(Recorded information)

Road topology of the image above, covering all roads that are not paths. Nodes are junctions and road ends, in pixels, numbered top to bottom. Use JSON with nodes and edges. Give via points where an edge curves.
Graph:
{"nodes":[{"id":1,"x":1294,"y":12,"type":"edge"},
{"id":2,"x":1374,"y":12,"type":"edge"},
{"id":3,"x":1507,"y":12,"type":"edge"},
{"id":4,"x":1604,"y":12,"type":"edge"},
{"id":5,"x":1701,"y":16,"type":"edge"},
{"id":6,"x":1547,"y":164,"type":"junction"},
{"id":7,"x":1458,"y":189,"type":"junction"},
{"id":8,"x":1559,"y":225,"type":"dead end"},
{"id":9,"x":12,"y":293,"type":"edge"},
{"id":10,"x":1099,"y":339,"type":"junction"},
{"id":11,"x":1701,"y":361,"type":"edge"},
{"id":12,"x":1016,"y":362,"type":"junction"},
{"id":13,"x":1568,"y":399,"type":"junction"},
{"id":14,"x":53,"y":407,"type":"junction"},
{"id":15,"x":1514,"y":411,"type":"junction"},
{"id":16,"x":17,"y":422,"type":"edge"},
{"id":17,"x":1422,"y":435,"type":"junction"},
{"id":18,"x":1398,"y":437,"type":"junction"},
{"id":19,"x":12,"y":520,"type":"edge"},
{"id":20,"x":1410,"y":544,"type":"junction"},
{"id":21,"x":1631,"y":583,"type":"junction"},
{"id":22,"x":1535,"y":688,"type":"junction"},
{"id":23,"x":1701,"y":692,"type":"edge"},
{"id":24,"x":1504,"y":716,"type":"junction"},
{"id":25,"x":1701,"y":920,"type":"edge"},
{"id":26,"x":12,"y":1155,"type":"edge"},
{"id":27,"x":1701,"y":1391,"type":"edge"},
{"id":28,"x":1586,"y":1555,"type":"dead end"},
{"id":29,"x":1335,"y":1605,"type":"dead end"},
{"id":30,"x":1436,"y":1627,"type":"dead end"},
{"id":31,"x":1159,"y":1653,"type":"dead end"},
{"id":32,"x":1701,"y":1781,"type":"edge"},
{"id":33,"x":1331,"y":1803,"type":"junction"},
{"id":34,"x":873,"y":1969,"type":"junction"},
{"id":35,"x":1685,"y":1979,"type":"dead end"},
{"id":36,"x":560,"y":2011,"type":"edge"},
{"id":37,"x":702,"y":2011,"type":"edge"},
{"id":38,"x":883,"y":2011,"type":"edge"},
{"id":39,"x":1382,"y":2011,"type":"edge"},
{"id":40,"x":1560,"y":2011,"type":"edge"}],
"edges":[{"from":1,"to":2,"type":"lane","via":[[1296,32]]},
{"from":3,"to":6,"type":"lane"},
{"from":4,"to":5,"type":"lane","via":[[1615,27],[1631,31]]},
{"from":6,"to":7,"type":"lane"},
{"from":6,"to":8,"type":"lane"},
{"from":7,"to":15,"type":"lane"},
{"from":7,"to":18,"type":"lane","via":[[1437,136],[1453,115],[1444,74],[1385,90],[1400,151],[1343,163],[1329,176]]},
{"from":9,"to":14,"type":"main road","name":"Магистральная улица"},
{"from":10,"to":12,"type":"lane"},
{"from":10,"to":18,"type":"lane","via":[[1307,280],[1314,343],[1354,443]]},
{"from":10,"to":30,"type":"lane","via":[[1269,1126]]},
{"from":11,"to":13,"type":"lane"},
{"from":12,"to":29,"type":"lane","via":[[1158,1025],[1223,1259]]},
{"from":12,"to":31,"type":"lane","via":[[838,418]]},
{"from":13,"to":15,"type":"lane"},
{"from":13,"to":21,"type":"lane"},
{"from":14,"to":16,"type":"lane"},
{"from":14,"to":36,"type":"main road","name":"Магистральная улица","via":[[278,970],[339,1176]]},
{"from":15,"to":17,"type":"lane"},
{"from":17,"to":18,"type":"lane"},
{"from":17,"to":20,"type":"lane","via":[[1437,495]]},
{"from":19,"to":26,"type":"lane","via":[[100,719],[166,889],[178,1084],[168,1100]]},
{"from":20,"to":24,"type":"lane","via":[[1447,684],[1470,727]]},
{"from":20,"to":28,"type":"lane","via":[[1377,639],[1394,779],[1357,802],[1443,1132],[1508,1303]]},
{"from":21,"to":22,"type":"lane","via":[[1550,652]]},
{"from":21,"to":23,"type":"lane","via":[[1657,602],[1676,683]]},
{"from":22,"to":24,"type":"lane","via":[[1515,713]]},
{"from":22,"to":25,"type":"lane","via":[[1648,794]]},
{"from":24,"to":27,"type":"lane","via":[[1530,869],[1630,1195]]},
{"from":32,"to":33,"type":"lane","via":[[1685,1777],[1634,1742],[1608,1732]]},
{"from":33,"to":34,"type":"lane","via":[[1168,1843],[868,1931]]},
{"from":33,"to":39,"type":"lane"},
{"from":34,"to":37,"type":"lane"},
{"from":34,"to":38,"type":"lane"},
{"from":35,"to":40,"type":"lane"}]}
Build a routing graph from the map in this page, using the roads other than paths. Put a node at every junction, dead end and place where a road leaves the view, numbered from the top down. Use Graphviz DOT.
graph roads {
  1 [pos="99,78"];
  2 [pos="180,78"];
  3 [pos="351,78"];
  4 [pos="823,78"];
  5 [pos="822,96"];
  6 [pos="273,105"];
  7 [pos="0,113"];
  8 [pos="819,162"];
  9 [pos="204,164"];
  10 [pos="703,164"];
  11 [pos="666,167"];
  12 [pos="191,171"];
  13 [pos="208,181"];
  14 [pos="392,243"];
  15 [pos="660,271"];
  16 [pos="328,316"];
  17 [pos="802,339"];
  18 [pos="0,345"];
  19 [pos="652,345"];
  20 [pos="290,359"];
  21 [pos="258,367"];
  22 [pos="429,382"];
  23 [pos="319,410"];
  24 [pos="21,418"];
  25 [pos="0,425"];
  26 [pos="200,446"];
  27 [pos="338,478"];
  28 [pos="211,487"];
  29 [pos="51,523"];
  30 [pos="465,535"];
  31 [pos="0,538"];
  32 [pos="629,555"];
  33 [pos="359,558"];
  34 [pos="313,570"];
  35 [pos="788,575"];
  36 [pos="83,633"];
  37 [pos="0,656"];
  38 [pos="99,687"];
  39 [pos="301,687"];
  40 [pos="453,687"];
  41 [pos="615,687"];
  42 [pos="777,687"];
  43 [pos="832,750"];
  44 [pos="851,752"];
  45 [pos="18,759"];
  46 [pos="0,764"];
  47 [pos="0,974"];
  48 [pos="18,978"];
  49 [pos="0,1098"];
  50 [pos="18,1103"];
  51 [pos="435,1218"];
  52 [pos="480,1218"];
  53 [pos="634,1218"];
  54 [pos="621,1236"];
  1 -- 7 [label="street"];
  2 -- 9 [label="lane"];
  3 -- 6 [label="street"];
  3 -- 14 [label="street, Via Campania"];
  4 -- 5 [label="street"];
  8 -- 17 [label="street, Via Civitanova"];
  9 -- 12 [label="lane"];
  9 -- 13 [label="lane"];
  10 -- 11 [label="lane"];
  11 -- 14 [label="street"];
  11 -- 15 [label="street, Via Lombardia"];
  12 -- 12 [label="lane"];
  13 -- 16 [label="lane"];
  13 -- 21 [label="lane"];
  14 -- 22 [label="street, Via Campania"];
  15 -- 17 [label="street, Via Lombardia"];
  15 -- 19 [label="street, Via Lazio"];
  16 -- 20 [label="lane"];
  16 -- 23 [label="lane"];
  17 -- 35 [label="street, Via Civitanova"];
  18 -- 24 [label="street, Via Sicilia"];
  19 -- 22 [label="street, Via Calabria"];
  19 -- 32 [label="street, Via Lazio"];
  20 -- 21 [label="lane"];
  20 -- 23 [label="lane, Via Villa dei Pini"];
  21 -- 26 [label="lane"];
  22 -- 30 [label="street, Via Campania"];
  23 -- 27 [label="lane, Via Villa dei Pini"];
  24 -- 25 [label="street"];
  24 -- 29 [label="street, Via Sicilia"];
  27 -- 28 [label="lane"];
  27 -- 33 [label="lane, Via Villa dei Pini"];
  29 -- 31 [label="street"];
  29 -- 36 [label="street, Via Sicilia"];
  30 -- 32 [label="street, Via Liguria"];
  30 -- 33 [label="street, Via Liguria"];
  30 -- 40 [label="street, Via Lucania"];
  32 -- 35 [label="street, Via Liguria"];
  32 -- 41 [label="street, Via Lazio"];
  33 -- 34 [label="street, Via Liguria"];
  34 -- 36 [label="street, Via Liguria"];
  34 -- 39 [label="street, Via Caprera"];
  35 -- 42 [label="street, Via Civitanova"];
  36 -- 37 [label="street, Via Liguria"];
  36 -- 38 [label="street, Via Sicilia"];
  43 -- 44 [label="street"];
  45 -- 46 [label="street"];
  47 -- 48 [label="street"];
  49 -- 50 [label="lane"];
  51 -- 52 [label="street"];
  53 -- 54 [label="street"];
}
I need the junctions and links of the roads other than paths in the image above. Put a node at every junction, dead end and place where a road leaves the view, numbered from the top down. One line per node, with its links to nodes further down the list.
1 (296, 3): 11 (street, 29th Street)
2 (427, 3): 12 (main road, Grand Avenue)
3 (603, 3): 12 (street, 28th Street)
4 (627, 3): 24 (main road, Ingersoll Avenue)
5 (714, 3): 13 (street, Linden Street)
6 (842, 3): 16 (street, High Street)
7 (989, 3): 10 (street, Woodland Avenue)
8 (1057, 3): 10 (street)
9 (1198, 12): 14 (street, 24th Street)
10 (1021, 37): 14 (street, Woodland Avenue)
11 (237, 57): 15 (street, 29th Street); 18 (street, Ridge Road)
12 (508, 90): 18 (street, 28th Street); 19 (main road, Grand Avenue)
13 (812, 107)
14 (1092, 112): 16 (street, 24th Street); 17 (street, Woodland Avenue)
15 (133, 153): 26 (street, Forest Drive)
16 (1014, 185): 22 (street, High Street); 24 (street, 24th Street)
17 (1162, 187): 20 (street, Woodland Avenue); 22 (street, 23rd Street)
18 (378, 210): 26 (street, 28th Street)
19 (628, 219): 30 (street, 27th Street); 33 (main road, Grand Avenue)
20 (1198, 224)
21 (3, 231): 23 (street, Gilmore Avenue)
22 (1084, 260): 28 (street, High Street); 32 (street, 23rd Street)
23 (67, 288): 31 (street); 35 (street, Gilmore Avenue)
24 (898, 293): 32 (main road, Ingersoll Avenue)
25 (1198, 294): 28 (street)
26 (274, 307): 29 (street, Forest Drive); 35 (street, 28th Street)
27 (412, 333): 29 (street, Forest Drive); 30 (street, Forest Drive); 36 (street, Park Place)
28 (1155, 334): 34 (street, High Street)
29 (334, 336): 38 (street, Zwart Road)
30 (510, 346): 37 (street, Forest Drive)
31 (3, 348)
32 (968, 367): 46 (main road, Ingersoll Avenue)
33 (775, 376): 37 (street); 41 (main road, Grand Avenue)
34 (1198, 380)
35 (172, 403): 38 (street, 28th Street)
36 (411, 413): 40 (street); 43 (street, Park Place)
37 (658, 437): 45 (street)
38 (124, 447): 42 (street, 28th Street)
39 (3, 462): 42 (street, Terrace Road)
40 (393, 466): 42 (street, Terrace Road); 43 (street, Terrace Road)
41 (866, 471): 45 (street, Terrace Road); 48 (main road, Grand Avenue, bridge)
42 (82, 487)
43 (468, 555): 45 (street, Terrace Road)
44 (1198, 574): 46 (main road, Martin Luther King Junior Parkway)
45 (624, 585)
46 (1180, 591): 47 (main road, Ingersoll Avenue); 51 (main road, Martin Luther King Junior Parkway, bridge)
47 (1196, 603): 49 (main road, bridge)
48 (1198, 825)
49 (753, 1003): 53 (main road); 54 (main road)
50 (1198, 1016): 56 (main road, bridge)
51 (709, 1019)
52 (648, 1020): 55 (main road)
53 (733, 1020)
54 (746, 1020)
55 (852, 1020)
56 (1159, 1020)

(End Recorded information)

_Problem_. Work out how many lines of the data hold the string "Drive". Reply with that number alone.

_Answer space_. 4